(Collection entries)
Segment Open

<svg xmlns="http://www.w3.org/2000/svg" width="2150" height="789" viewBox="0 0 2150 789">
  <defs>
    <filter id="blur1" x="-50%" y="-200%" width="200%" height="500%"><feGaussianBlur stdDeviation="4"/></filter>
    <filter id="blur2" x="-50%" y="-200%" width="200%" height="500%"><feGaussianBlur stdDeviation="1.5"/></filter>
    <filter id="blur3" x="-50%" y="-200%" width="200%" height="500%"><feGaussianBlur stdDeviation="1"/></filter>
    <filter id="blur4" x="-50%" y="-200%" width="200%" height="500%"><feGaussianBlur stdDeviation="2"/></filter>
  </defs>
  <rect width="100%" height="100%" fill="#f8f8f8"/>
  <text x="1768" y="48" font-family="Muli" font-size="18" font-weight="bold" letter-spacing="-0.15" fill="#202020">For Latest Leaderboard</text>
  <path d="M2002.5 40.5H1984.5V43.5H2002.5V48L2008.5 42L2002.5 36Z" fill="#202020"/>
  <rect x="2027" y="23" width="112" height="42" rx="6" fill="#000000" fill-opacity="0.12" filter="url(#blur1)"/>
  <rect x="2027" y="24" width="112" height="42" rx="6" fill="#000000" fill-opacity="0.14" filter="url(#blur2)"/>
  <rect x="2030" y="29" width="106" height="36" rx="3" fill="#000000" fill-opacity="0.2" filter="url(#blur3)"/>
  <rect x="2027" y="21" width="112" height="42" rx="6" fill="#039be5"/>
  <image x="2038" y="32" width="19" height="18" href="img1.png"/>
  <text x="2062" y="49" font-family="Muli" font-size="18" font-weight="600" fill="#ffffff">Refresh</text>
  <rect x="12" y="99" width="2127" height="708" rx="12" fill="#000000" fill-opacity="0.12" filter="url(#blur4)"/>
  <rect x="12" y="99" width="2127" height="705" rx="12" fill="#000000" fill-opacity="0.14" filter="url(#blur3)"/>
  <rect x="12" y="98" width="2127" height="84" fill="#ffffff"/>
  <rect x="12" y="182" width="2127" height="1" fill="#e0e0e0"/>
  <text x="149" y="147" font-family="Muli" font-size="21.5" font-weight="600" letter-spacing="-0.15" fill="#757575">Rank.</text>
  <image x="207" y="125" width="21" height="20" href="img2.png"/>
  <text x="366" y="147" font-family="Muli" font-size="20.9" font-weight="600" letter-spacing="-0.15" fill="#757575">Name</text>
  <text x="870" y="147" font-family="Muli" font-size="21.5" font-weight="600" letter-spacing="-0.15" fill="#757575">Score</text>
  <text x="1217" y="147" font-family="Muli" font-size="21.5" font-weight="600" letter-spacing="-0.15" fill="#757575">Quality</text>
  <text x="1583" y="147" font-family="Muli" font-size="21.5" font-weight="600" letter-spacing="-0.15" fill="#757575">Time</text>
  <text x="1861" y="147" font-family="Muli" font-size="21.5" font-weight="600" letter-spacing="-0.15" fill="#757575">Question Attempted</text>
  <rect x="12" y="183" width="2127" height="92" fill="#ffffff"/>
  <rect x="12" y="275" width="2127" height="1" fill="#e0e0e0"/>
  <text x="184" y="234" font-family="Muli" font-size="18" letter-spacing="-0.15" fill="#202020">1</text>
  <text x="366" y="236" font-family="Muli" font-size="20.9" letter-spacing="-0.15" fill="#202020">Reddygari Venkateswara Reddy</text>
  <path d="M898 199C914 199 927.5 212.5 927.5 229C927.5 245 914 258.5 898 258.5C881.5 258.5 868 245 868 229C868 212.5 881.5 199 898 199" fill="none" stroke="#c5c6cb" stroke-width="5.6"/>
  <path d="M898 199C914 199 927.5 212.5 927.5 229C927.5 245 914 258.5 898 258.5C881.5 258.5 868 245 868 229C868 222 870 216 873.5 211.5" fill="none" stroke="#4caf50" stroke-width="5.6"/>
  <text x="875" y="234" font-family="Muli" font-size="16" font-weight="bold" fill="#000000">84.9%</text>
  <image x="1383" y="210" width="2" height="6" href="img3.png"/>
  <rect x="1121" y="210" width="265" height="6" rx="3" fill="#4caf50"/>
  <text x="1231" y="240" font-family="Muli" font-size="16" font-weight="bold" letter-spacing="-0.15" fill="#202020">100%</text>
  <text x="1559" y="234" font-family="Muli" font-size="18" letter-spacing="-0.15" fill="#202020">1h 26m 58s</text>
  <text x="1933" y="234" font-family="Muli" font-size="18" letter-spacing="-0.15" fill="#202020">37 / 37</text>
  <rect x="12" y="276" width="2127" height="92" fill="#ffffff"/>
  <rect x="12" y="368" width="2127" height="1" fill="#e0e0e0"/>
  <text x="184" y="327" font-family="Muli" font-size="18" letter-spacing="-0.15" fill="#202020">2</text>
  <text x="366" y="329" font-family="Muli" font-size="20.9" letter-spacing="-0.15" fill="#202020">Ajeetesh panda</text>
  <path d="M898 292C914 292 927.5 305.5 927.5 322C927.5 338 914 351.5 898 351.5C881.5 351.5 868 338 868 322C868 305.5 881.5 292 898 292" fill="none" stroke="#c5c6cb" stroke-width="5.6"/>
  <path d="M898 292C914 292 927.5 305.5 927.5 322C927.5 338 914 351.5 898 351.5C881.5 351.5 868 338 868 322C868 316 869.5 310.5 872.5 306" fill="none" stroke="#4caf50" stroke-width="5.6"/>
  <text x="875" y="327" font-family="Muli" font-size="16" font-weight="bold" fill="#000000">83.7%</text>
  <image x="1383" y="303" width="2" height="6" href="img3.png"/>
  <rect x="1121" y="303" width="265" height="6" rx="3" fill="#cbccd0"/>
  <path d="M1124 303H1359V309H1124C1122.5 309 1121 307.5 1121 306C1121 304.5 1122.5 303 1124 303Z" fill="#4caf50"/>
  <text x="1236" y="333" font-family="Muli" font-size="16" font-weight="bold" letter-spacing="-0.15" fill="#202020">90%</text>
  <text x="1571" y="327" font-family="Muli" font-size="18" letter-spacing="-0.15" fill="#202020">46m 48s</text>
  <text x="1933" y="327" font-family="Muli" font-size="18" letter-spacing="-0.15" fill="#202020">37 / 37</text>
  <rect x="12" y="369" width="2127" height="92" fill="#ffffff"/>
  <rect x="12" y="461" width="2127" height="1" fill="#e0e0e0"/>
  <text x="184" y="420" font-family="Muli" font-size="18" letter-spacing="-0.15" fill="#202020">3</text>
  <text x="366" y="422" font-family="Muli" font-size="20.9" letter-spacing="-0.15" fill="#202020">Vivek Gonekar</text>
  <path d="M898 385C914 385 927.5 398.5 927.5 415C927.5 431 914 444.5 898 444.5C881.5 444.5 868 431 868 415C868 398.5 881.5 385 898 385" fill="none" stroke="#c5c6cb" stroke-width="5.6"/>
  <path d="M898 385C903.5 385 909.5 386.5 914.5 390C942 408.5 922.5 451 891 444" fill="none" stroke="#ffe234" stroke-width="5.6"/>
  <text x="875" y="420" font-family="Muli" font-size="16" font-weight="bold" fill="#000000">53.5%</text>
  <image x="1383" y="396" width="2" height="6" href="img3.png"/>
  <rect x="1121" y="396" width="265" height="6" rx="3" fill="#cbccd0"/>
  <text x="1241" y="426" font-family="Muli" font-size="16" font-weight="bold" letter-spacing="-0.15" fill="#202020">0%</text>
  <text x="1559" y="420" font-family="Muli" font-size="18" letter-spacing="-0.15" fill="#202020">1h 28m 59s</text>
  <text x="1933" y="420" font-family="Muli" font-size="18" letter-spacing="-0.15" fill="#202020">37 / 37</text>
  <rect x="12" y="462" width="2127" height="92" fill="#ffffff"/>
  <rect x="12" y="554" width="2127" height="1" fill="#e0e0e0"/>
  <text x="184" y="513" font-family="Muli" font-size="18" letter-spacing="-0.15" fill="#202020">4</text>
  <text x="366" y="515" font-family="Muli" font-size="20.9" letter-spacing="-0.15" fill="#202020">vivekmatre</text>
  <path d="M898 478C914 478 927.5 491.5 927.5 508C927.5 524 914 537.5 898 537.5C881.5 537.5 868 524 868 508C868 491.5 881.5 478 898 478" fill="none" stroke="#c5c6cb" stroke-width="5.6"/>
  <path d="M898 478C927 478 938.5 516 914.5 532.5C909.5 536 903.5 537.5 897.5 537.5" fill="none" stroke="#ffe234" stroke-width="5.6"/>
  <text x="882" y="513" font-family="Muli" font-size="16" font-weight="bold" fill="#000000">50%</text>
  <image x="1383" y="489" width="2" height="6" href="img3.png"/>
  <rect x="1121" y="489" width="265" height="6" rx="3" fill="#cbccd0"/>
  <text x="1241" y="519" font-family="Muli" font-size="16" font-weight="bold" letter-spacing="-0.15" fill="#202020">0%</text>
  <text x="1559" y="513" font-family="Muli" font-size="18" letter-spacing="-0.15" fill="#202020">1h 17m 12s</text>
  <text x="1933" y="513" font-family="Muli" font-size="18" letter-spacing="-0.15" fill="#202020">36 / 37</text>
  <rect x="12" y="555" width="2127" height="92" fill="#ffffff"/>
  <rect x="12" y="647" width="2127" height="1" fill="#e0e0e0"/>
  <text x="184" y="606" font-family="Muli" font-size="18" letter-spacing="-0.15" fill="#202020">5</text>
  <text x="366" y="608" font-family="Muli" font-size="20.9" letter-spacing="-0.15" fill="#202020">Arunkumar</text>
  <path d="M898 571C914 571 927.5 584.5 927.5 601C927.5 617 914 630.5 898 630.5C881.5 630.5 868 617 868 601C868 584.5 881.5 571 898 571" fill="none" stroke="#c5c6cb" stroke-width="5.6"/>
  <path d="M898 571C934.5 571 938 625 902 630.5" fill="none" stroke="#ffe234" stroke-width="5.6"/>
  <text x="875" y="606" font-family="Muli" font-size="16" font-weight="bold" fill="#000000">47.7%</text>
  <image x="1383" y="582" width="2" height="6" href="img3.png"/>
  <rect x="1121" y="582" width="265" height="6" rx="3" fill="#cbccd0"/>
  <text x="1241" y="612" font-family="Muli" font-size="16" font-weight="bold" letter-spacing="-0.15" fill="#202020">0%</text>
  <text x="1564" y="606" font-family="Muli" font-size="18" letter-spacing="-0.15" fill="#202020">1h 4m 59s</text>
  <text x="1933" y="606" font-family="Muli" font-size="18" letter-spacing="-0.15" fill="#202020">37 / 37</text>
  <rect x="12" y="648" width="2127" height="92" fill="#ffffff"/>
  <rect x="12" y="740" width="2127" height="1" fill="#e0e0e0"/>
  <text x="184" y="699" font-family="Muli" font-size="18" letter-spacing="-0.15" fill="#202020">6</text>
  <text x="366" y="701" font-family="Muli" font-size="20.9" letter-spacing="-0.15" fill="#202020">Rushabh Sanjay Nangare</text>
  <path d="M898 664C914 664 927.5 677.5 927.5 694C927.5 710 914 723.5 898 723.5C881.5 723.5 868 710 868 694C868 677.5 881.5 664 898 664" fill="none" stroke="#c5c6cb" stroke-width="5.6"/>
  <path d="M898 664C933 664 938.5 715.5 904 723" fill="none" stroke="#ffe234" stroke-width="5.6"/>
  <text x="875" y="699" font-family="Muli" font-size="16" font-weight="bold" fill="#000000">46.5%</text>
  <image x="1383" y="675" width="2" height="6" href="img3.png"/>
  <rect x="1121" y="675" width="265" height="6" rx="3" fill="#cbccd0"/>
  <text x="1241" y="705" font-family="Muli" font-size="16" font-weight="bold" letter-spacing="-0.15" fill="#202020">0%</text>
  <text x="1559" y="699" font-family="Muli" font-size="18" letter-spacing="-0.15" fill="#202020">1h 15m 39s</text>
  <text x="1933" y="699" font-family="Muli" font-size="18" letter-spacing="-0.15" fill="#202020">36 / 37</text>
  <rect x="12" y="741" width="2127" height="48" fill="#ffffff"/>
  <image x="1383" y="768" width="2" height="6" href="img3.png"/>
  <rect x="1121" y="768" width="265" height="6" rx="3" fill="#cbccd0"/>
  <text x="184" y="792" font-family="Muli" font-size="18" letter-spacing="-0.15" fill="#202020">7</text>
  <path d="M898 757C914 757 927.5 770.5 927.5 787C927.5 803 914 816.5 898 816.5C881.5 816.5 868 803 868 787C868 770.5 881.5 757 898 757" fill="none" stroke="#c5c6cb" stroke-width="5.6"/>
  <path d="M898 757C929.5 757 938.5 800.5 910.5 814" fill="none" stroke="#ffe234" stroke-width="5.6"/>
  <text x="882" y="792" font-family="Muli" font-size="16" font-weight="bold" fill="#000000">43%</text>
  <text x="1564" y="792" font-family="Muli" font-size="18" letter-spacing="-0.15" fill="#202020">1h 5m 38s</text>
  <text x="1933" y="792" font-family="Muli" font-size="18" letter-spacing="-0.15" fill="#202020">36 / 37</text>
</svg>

Segment Closed

* [WHAT THE EXERCISE ASKS] Read each line of the data and count the ones that include "image", answering with the number alone.

* [PROBLEM SOLUTION] 9